Fennewald estimates about a third to a half of all Missouri schools do have high-quality emergency plans in place, but others, especially in rural communities, he said are not prepared to respond.
In an email, DESE Communications Coordinator Sarah Potter wrote school “districts aren’t required to send us emergency plans so we wouldn’t be able to speculate on how prepared they are for these situations.”
I don't think the average ... parent knows how little our state government supports school safety with actual investments of funding in the efforts. - Paul Fennewald
A major challenge, said Fennewald, is Missouri has no reliable funding source for school training programs.
“I don't think the average … parent knows how little our state government supports school safety with actual investments of funding in the efforts,” he said.
Earlier this year, lawmakers budgeted $700,000 dollars for school safety measures, but Governor Jay Nixon last month cut that down to $100,000 dollars.
The reduction was part of roughly $115 million that Nixon cut in spending this year to account for sluggish revenue growth, however, the cuts could be restored, if revenues improve.

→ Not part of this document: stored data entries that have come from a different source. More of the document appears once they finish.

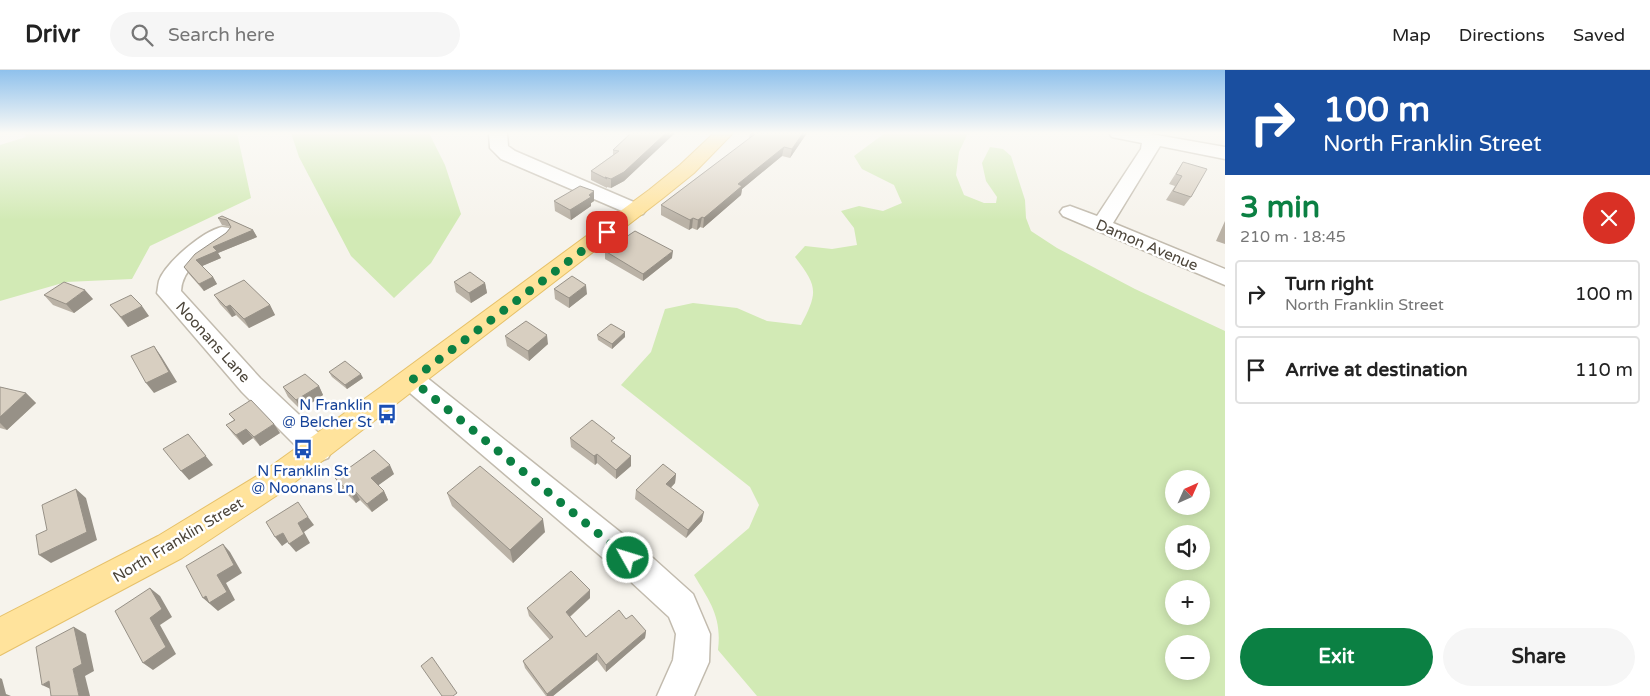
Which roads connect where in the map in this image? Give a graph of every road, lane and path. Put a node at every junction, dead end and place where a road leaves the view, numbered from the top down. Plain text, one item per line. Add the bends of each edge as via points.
1 (523, 162) edge
2 (694, 162) edge
3 (1141, 162) edge
4 (636, 210) junction
5 (1070, 212) dead end
6 (1101, 226) junction
7 (222, 233) edge
8 (1225, 278) edge
9 (412, 380) junction
10 (318, 450) junction
11 (0, 636) edge
12 (674, 696) edge

1 - 4 street
2 - 4 main road, North Franklin Street
3 - 6 street
4 - 9 main road, North Franklin Street
5 - 6 street, Damon Avenue
6 - 8 street, Damon Avenue
7 - 10 street, Noonans Lane via 192,253 170,281 169,293 251,385
9 - 10 main road, North Franklin Street
9 - 12 street via 681,606 693,634 691,662
10 - 11 main road, North Franklin Street via 170,547

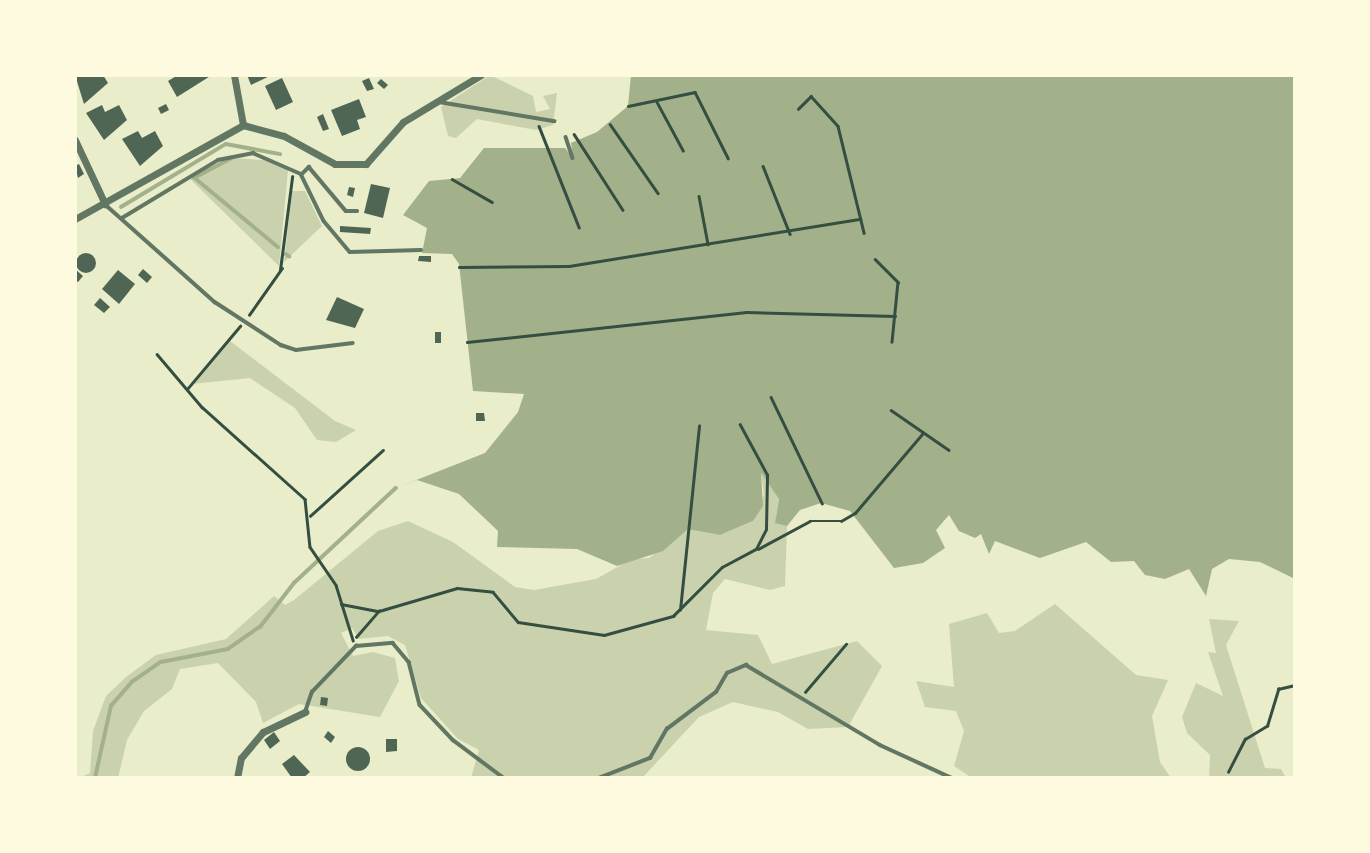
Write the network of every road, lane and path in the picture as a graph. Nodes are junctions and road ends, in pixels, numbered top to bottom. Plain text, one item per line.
1 (234, 75) edge
2 (481, 75) edge
3 (439, 102) junction
4 (657, 102) junction
5 (628, 106) dead end
6 (798, 109) dead end
7 (554, 121) dead end
8 (610, 124) dead end
9 (243, 125) junction
10 (540, 128) dead end
11 (566, 137) dead end
12 (580, 137) dead end
13 (75, 140) edge
14 (683, 150) dead end
15 (573, 158) dead end
16 (728, 158) dead end
17 (763, 166) dead end
18 (293, 167) junction
19 (301, 174) junction
20 (452, 179) dead end
21 (657, 193) dead end
22 (699, 196) dead end
23 (492, 202) dead end
24 (106, 204) junction
25 (623, 210) dead end
26 (357, 211) dead end
27 (122, 218) junction
28 (75, 219) edge
29 (860, 219) junction
30 (579, 227) dead end
31 (864, 233) dead end
32 (790, 234) junction
33 (708, 244) junction
34 (421, 250) dead end
35 (875, 258) dead end
36 (459, 267) dead end
37 (895, 316) junction
38 (244, 321) junction
39 (467, 342) dead end
40 (892, 342) dead end
41 (353, 343) dead end
42 (157, 354) dead end
43 (188, 388) junction
44 (771, 397) dead end
45 (891, 410) dead end
46 (740, 425) dead end
47 (699, 426) dead end
48 (923, 433) junction
49 (383, 450) dead end
50 (949, 450) dead end
51 (821, 503) dead end
52 (310, 516) junction
53 (756, 550) junction
54 (341, 604) junction
55 (379, 611) junction
56 (680, 612) junction
57 (352, 639) junction
58 (846, 644) dead end
59 (356, 646) junction
60 (1295, 685) edge
61 (801, 696) junction
62 (305, 712) joint
63 (237, 778) edge
64 (504, 778) edge
65 (599, 778) edge
66 (953, 778) edge
67 (1225, 778) edge
68 (1252, 778) edge

1 - 9 street
2 - 3 street
3 - 7 lane
3 - 9 street
4 - 5 path
4 - 14 path
4 - 16 path
6 - 29 path
8 - 21 path
9 - 24 street
10 - 30 path
11 - 15 lane
12 - 25 path
13 - 24 street
17 - 32 path
18 - 19 lane
18 - 27 lane
18 - 38 path
19 - 26 lane
19 - 34 lane
20 - 23 path
22 - 33 path
24 - 27 lane
24 - 28 street
27 - 38 lane
29 - 31 path
29 - 32 path
32 - 33 path
33 - 36 path
35 - 37 path
37 - 39 path
37 - 40 path
38 - 41 lane
38 - 43 path
42 - 43 path
43 - 52 path
44 - 51 path
45 - 48 path
46 - 53 path
47 - 56 path
48 - 50 path
48 - 53 path
49 - 52 path
52 - 54 path
53 - 56 path
54 - 55 path
54 - 57 path
55 - 56 path
55 - 57 path
57 - 59 path
58 - 61 path
59 - 62 lane
59 - 64 lane
60 - 67 path
61 - 65 lane
61 - 66 lane
62 - 63 street
67 - 68 lane

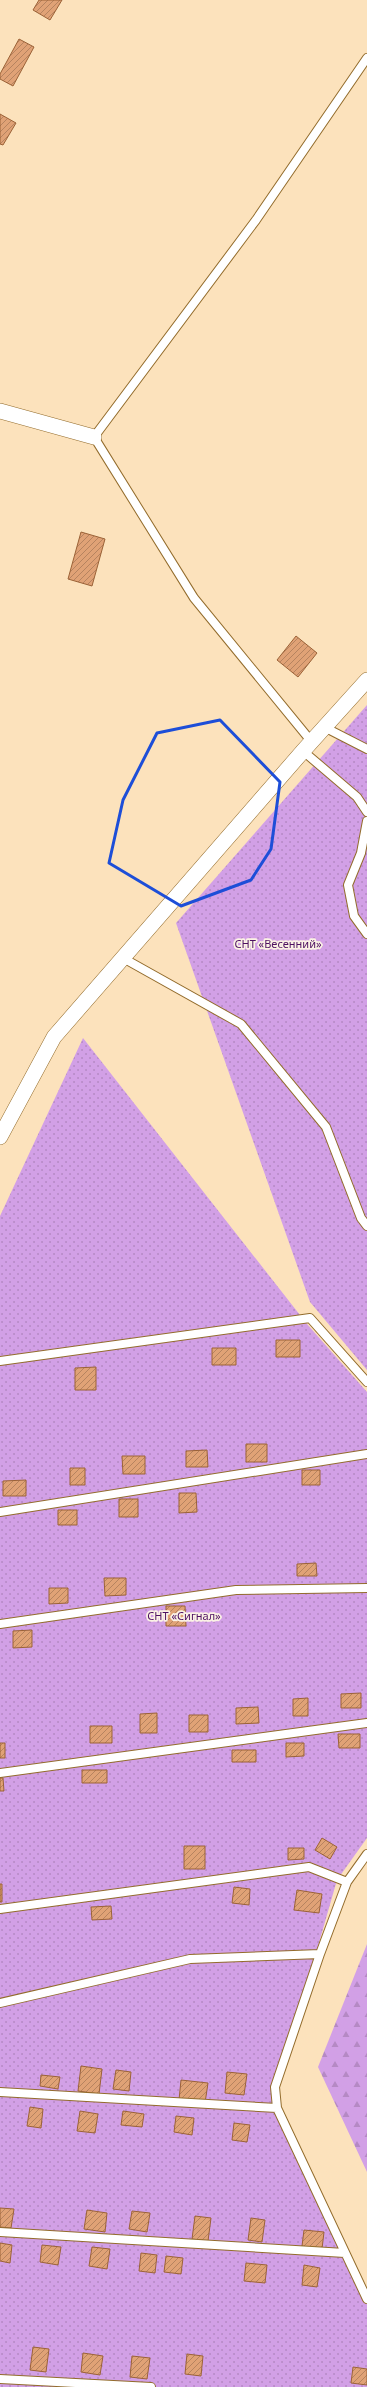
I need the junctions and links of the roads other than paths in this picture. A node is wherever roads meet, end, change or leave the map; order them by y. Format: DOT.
graph roads {
  1 [pos="367,58"];
  2 [pos="0,411"];
  3 [pos="94,438"];
  4 [pos="367,680"];
  5 [pos="324,727"];
  6 [pos="307,746"];
  7 [pos="367,749"];
  8 [pos="367,812"];
  9 [pos="367,821"];
  10 [pos="367,934"];
  11 [pos="123,958"];
  12 [pos="0,1137"];
  13 [pos="367,1226"];
  14 [pos="0,1361"];
  15 [pos="367,1382"];
  16 [pos="367,1454"];
  17 [pos="0,1512"];
  18 [pos="367,1588"];
  19 [pos="0,1624"];
  20 [pos="367,1724"];
  21 [pos="0,1773"];
  22 [pos="367,1854"];
  23 [pos="347,1882"];
  24 [pos="0,1909"];
  25 [pos="320,1954"];
  26 [pos="0,2003"];
  27 [pos="0,2092"];
  28 [pos="277,2108"];
  29 [pos="0,2232"];
  30 [pos="345,2253"];
  31 [pos="367,2299"];
  32 [pos="0,2379"];
  33 [pos="151,2387"];
  1 -- 3 [label="lane"];
  2 -- 3 [label="street"];
  3 -- 6 [label="lane"];
  4 -- 5 [label="street"];
  5 -- 6 [label="street"];
  5 -- 7 [label="lane"];
  6 -- 8 [label="lane"];
  6 -- 11 [label="street"];
  9 -- 10 [label="lane"];
  11 -- 12 [label="street"];
  11 -- 13 [label="lane"];
  14 -- 15 [label="lane"];
  16 -- 17 [label="lane"];
  18 -- 19 [label="lane"];
  20 -- 21 [label="lane"];
  22 -- 23 [label="lane"];
  23 -- 24 [label="lane"];
  23 -- 25 [label="lane"];
  25 -- 26 [label="lane"];
  25 -- 28 [label="lane"];
  27 -- 28 [label="lane"];
  28 -- 30 [label="lane"];
  29 -- 30 [label="lane"];
  30 -- 31 [label="lane"];
  32 -- 33 [label="lane"];
}
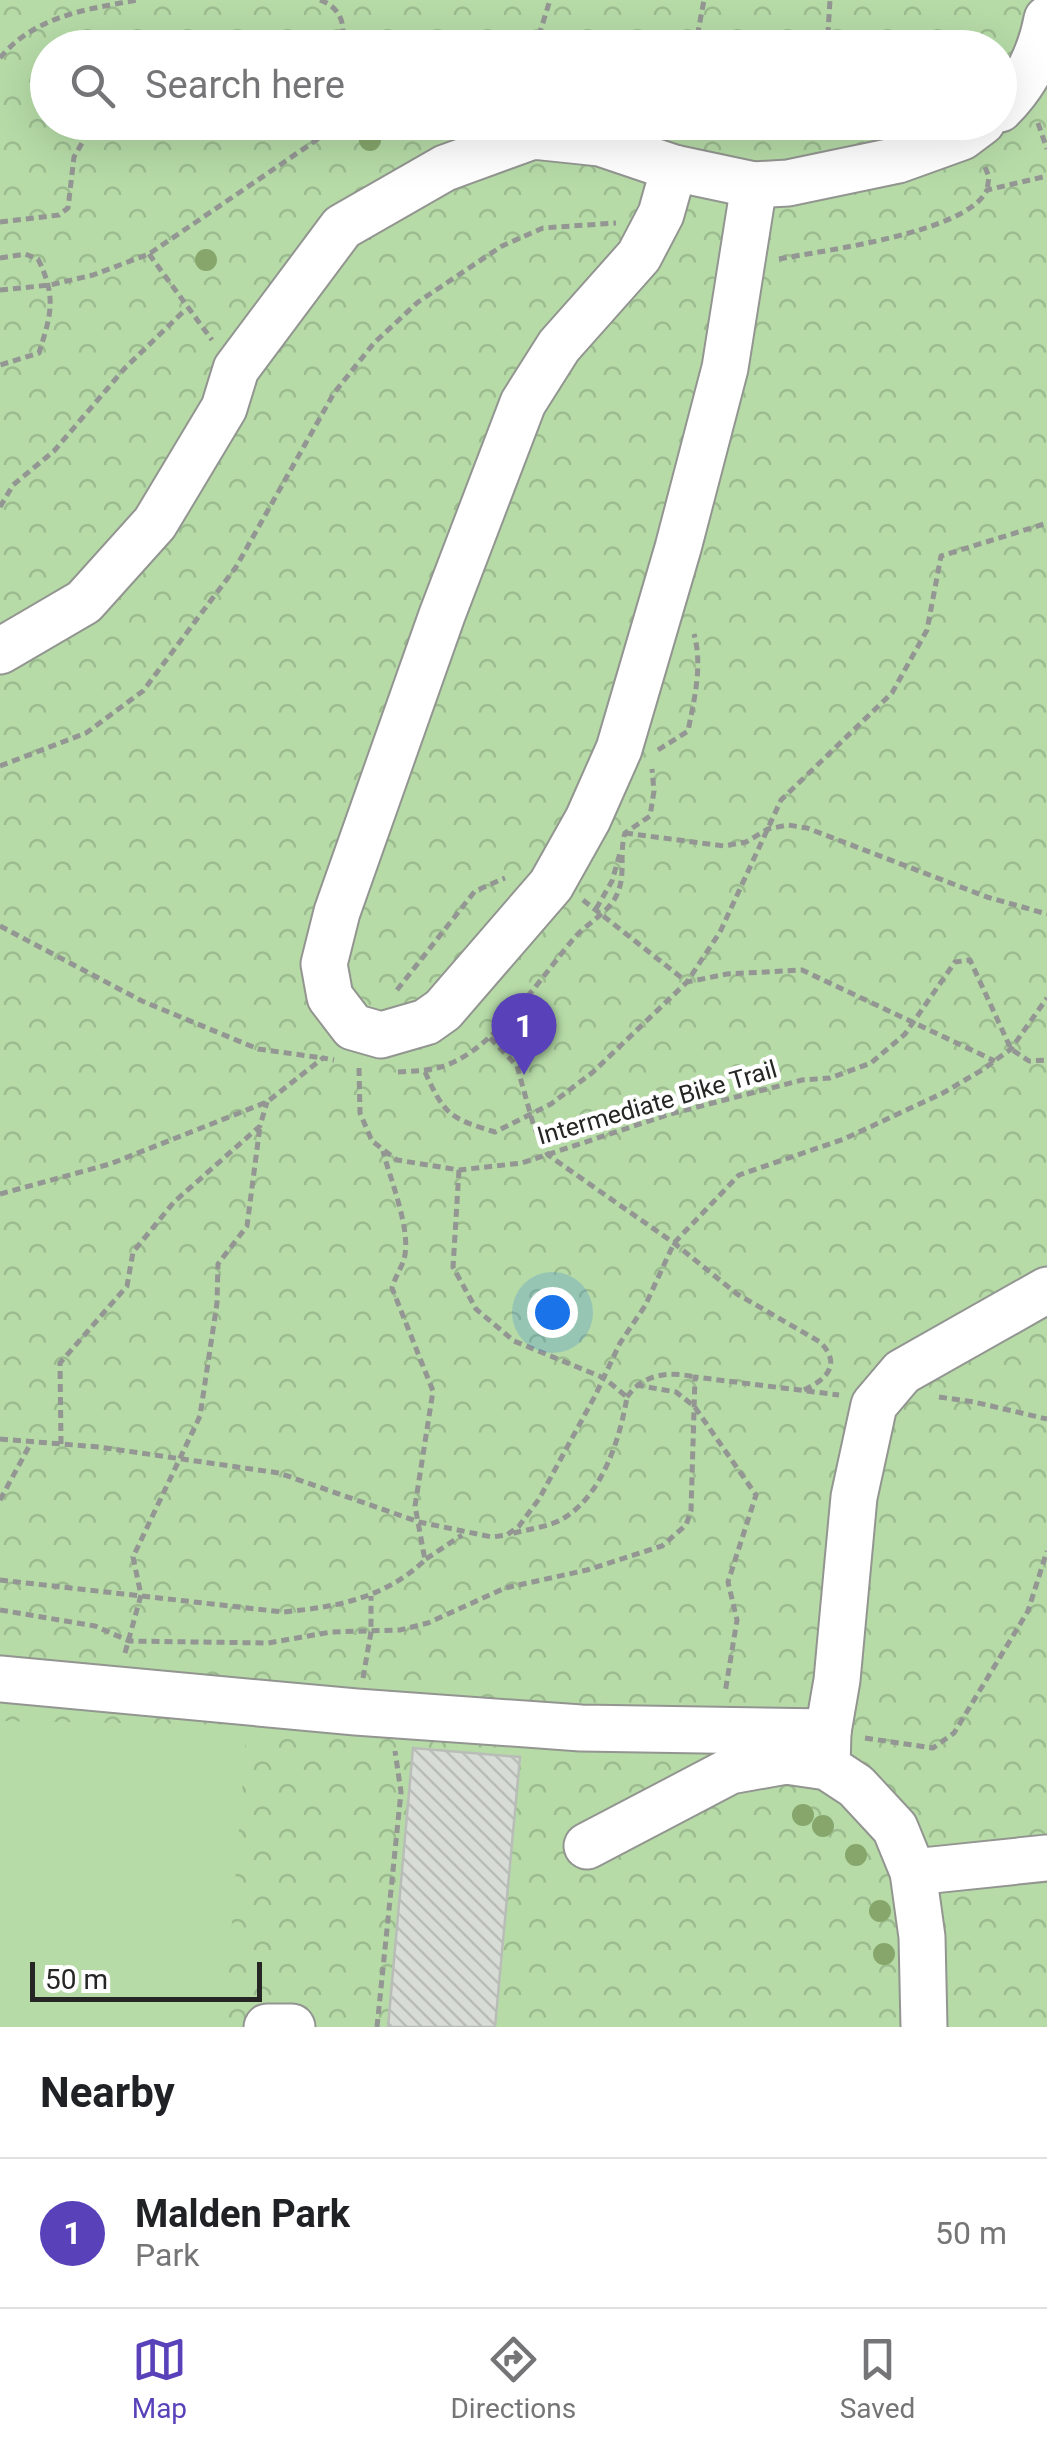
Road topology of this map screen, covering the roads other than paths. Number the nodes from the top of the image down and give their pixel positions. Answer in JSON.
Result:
{"nodes":[{"id":1,"x":1047,"y":18,"type":"edge"},
{"id":2,"x":1017,"y":92,"type":"edge"},
{"id":3,"x":522,"y":140,"type":"edge"},
{"id":4,"x":571,"y":140,"type":"edge"},
{"id":5,"x":954,"y":140,"type":"edge"},
{"id":6,"x":674,"y":168,"type":"junction"},
{"id":7,"x":754,"y":185,"type":"junction"},
{"id":8,"x":0,"y":651,"type":"edge"},
{"id":9,"x":1047,"y":1290,"type":"edge"},
{"id":10,"x":0,"y":1679,"type":"edge"},
{"id":11,"x":828,"y":1750,"type":"junction"},
{"id":12,"x":588,"y":1846,"type":"dead end"},
{"id":13,"x":1047,"y":1858,"type":"edge"},
{"id":14,"x":913,"y":1872,"type":"junction"},
{"id":15,"x":268,"y":2027,"type":"edge"},
{"id":16,"x":292,"y":2027,"type":"edge"},
{"id":17,"x":924,"y":2027,"type":"edge"}],
"edges":[{"from":1,"to":2,"type":"lane"},
{"from":3,"to":8,"type":"lane"},
{"from":4,"to":6,"type":"lane"},
{"from":5,"to":7,"type":"lane"},
{"from":6,"to":7,"type":"lane"},
{"from":6,"to":7,"type":"lane"},
{"from":9,"to":11,"type":"lane"},
{"from":10,"to":11,"type":"lane"},
{"from":11,"to":12,"type":"lane"},
{"from":11,"to":14,"type":"lane"},
{"from":13,"to":14,"type":"lane"},
{"from":14,"to":17,"type":"lane"},
{"from":15,"to":16,"type":"lane"}]}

According to CES, last fiscal year the state awarded more than $400,000 dollars in block grants to 49 school districts to support safety-related programs and initiatives.
The funding was dispersed for a variety of purposes to districts large and small. The Parkway School District, for instance, used a $15,000 grant from the center to train 60 staff members for active shooter situations. In the Hazelwood School District, a $15,000 grant paid for a two-way radio system. St. Louis Public Schools spent $14,961 on search and rescue equipment and an anti-bullying program.
Fennewald said funding grants like these has become more difficult since support from the federal government ended two years ago.
“While 2 years ago CES received a small federal grant from the US Department of Education to promote school emergency planning, that money is all but spent, and CES receives no other outside funding,” he said.
Missouri is falling behind other states, he said where legislatures have devoted more resources for school safety measures. He pointed to Indiana, where the legislature allocated $10 million in school safety grants last year.
“You look at Virginia and Colorado and they’re over the top. A number of years ago, Colorado was putting $12 million into school safety. But you look at the drivers. What drove that? What happened in Colorado that all of a sudden school safety was important? Columbine. What happened in Virginia? Virginia Tech.”
Fennewald is a featured speaker this week at the National School Safety Convention in Orlando, presenting on counter radicalization and extremism among youths in local communities. He served previously as Missouri’s Homeland Security Coordinator and also spent 23 years as a special agent for the FBI.
The Center for Education Safety is the Missouri's only statewide school safety organization and part of the Missouri School Boards’ Association.